• _EXERCISE_
Print each record below word for word.

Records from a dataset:
....................

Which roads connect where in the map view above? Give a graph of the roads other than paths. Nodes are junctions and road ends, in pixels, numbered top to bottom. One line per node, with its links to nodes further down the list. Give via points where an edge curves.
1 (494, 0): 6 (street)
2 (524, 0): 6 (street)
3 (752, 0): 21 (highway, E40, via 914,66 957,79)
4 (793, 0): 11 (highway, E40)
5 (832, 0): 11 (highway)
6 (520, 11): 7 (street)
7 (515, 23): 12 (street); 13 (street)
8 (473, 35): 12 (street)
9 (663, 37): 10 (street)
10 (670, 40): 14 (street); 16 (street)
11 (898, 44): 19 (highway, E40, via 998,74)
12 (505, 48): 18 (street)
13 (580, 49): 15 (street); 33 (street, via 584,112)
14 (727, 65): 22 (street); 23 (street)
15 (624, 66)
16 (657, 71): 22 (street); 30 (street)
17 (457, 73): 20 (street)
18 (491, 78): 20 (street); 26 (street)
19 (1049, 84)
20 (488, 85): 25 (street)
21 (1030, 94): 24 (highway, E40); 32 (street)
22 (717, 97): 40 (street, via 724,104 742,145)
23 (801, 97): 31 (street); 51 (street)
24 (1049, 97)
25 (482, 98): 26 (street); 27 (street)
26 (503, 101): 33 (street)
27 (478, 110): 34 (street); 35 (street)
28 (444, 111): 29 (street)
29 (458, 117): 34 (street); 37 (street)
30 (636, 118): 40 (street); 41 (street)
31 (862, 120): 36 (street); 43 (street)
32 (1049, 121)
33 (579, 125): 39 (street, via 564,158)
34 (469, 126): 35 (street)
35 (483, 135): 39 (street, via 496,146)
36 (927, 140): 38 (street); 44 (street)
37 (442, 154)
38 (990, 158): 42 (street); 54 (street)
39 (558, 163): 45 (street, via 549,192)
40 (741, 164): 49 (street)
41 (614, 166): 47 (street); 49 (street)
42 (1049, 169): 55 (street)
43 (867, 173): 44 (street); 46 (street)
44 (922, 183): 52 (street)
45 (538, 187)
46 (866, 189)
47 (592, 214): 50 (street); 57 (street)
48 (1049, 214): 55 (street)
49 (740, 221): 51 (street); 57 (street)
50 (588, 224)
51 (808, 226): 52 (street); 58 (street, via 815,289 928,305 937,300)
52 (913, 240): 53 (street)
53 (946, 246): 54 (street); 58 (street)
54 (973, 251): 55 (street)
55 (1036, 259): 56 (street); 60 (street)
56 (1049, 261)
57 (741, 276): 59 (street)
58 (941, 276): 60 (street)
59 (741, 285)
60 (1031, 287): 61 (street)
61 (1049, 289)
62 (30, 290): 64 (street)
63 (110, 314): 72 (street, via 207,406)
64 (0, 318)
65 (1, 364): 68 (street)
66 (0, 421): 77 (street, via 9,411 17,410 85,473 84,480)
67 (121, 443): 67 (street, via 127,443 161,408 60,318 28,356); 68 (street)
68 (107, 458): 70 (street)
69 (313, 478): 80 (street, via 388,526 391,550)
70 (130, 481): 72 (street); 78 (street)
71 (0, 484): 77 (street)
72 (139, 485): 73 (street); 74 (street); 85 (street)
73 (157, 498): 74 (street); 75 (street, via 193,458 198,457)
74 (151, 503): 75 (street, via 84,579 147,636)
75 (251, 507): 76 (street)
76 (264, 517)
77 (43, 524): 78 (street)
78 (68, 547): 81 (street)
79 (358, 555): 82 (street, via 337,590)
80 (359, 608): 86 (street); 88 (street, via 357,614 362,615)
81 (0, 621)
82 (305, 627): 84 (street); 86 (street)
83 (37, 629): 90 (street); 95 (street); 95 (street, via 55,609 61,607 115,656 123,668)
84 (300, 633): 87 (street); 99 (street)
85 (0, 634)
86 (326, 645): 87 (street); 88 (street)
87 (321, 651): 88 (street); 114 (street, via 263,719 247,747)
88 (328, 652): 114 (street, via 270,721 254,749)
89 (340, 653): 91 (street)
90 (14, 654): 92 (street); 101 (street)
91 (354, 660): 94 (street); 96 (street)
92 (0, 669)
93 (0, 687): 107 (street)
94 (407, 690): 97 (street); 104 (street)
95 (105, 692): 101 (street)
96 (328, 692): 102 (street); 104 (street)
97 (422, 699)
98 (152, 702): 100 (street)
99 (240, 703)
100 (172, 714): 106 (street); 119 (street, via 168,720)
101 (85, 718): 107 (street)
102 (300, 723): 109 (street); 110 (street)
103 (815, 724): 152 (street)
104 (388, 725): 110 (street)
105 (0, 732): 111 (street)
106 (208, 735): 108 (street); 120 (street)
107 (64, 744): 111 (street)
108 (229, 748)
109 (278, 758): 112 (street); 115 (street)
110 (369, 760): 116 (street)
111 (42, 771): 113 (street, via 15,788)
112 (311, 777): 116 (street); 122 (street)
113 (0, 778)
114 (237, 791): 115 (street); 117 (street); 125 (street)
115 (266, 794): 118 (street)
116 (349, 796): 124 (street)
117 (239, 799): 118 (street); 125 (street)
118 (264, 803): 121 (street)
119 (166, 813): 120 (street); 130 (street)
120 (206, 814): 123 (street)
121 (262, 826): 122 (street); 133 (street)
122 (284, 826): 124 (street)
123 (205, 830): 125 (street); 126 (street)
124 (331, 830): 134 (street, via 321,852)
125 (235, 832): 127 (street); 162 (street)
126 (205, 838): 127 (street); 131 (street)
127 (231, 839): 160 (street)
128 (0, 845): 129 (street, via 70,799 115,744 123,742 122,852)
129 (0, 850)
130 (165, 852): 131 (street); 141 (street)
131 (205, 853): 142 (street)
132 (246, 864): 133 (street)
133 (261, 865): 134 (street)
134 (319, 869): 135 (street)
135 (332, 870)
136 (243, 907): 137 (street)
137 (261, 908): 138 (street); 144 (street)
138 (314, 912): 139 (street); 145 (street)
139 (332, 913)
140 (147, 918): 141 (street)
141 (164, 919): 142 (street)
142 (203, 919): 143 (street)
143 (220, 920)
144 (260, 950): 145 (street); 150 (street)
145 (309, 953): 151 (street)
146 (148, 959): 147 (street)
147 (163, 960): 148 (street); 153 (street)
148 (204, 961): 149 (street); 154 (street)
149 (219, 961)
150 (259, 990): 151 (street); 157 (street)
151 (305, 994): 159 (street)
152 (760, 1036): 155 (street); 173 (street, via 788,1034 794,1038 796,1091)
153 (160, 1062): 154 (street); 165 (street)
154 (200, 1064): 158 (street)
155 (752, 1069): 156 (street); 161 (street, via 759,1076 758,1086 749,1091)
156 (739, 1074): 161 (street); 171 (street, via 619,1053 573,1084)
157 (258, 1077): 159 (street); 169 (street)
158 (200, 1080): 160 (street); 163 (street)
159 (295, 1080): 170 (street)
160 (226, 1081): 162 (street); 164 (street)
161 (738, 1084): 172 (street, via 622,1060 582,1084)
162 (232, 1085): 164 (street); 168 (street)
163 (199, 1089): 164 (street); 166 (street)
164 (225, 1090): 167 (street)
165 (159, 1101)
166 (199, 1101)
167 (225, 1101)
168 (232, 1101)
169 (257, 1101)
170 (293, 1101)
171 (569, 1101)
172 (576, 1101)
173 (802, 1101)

....................

• _TASK RESULT_
Which roads connect where in the map view above? Give a graph of the roads other than paths. Nodes are junctions and road ends, in pixels, numbered top to bottom. One line per node, with its links to nodes further down the list. Give via points where an edge curves.
1 (494, 0): 6 (street)
2 (524, 0): 6 (street)
3 (752, 0): 21 (highway, E40, via 914,66 957,79)
4 (793, 0): 11 (highway, E40)
5 (832, 0): 11 (highway)
6 (520, 11): 7 (street)
7 (515, 23): 12 (street); 13 (street)
8 (473, 35): 12 (street)
9 (663, 37): 10 (street)
10 (670, 40): 14 (street); 16 (street)
11 (898, 44): 19 (highway, E40, via 998,74)
12 (505, 48): 18 (street)
13 (580, 49): 15 (street); 33 (street, via 584,112)
14 (727, 65): 22 (street); 23 (street)
15 (624, 66)
16 (657, 71): 22 (street); 30 (street)
17 (457, 73): 20 (street)
18 (491, 78): 20 (street); 26 (street)
19 (1049, 84)
20 (488, 85): 25 (street)
21 (1030, 94): 24 (highway, E40); 32 (street)
22 (717, 97): 40 (street, via 724,104 742,145)
23 (801, 97): 31 (street); 51 (street)
24 (1049, 97)
25 (482, 98): 26 (street); 27 (street)
26 (503, 101): 33 (street)
27 (478, 110): 34 (street); 35 (street)
28 (444, 111): 29 (street)
29 (458, 117): 34 (street); 37 (street)
30 (636, 118): 40 (street); 41 (street)
31 (862, 120): 36 (street); 43 (street)
32 (1049, 121)
33 (579, 125): 39 (street, via 564,158)
34 (469, 126): 35 (street)
35 (483, 135): 39 (street, via 496,146)
36 (927, 140): 38 (street); 44 (street)
37 (442, 154)
38 (990, 158): 42 (street); 54 (street)
39 (558, 163): 45 (street, via 549,192)
40 (741, 164): 49 (street)
41 (614, 166): 47 (street); 49 (street)
42 (1049, 169): 55 (street)
43 (867, 173): 44 (street); 46 (street)
44 (922, 183): 52 (street)
45 (538, 187)
46 (866, 189)
47 (592, 214): 50 (street); 57 (street)
48 (1049, 214): 55 (street)
49 (740, 221): 51 (street); 57 (street)
50 (588, 224)
51 (808, 226): 52 (street); 58 (street, via 815,289 928,305 937,300)
52 (913, 240): 53 (street)
53 (946, 246): 54 (street); 58 (street)
54 (973, 251): 55 (street)
55 (1036, 259): 56 (street); 60 (street)
56 (1049, 261)
57 (741, 276): 59 (street)
58 (941, 276): 60 (street)
59 (741, 285)
60 (1031, 287): 61 (street)
61 (1049, 289)
62 (30, 290): 64 (street)
63 (110, 314): 72 (street, via 207,406)
64 (0, 318)
65 (1, 364): 68 (street)
66 (0, 421): 77 (street, via 9,411 17,410 85,473 84,480)
67 (121, 443): 67 (street, via 127,443 161,408 60,318 28,356); 68 (street)
68 (107, 458): 70 (street)
69 (313, 478): 80 (street, via 388,526 391,550)
70 (130, 481): 72 (street); 78 (street)
71 (0, 484): 77 (street)
72 (139, 485): 73 (street); 74 (street); 85 (street)
73 (157, 498): 74 (street); 75 (street, via 193,458 198,457)
74 (151, 503): 75 (street, via 84,579 147,636)
75 (251, 507): 76 (street)
76 (264, 517)
77 (43, 524): 78 (street)
78 (68, 547): 81 (street)
79 (358, 555): 82 (street, via 337,590)
80 (359, 608): 86 (street); 88 (street, via 357,614 362,615)
81 (0, 621)
82 (305, 627): 84 (street); 86 (street)
83 (37, 629): 90 (street); 95 (street); 95 (street, via 55,609 61,607 115,656 123,668)
84 (300, 633): 87 (street); 99 (street)
85 (0, 634)
86 (326, 645): 87 (street); 88 (street)
87 (321, 651): 88 (street); 114 (street, via 263,719 247,747)
88 (328, 652): 114 (street, via 270,721 254,749)
89 (340, 653): 91 (street)
90 (14, 654): 92 (street); 101 (street)
91 (354, 660): 94 (street); 96 (street)
92 (0, 669)
93 (0, 687): 107 (street)
94 (407, 690): 97 (street); 104 (street)
95 (105, 692): 101 (street)
96 (328, 692): 102 (street); 104 (street)
97 (422, 699)
98 (152, 702): 100 (street)
99 (240, 703)
100 (172, 714): 106 (street); 119 (street, via 168,720)
101 (85, 718): 107 (street)
102 (300, 723): 109 (street); 110 (street)
103 (815, 724): 152 (street)
104 (388, 725): 110 (street)
105 (0, 732): 111 (street)
106 (208, 735): 108 (street); 120 (street)
107 (64, 744): 111 (street)
108 (229, 748)
109 (278, 758): 112 (street); 115 (street)
110 (369, 760): 116 (street)
111 (42, 771): 113 (street, via 15,788)
112 (311, 777): 116 (street); 122 (street)
113 (0, 778)
114 (237, 791): 115 (street); 117 (street); 125 (street)
115 (266, 794): 118 (street)
116 (349, 796): 124 (street)
117 (239, 799): 118 (street); 125 (street)
118 (264, 803): 121 (street)
119 (166, 813): 120 (street); 130 (street)
120 (206, 814): 123 (street)
121 (262, 826): 122 (street); 133 (street)
122 (284, 826): 124 (street)
123 (205, 830): 125 (street); 126 (street)
124 (331, 830): 134 (street, via 321,852)
125 (235, 832): 127 (street); 162 (street)
126 (205, 838): 127 (street); 131 (street)
127 (231, 839): 160 (street)
128 (0, 845): 129 (street, via 70,799 115,744 123,742 122,852)
129 (0, 850)
130 (165, 852): 131 (street); 141 (street)
131 (205, 853): 142 (street)
132 (246, 864): 133 (street)
133 (261, 865): 134 (street)
134 (319, 869): 135 (street)
135 (332, 870)
136 (243, 907): 137 (street)
137 (261, 908): 138 (street); 144 (street)
138 (314, 912): 139 (street); 145 (street)
139 (332, 913)
140 (147, 918): 141 (street)
141 (164, 919): 142 (street)
142 (203, 919): 143 (street)
143 (220, 920)
144 (260, 950): 145 (street); 150 (street)
145 (309, 953): 151 (street)
146 (148, 959): 147 (street)
147 (163, 960): 148 (street); 153 (street)
148 (204, 961): 149 (street); 154 (street)
149 (219, 961)
150 (259, 990): 151 (street); 157 (street)
151 (305, 994): 159 (street)
152 (760, 1036): 155 (street); 173 (street, via 788,1034 794,1038 796,1091)
153 (160, 1062): 154 (street); 165 (street)
154 (200, 1064): 158 (street)
155 (752, 1069): 156 (street); 161 (street, via 759,1076 758,1086 749,1091)
156 (739, 1074): 161 (street); 171 (street, via 619,1053 573,1084)
157 (258, 1077): 159 (street); 169 (street)
158 (200, 1080): 160 (street); 163 (street)
159 (295, 1080): 170 (street)
160 (226, 1081): 162 (street); 164 (street)
161 (738, 1084): 172 (street, via 622,1060 582,1084)
162 (232, 1085): 164 (street); 168 (street)
163 (199, 1089): 164 (street); 166 (street)
164 (225, 1090): 167 (street)
165 (159, 1101)
166 (199, 1101)
167 (225, 1101)
168 (232, 1101)
169 (257, 1101)
170 (293, 1101)
171 (569, 1101)
172 (576, 1101)
173 (802, 1101)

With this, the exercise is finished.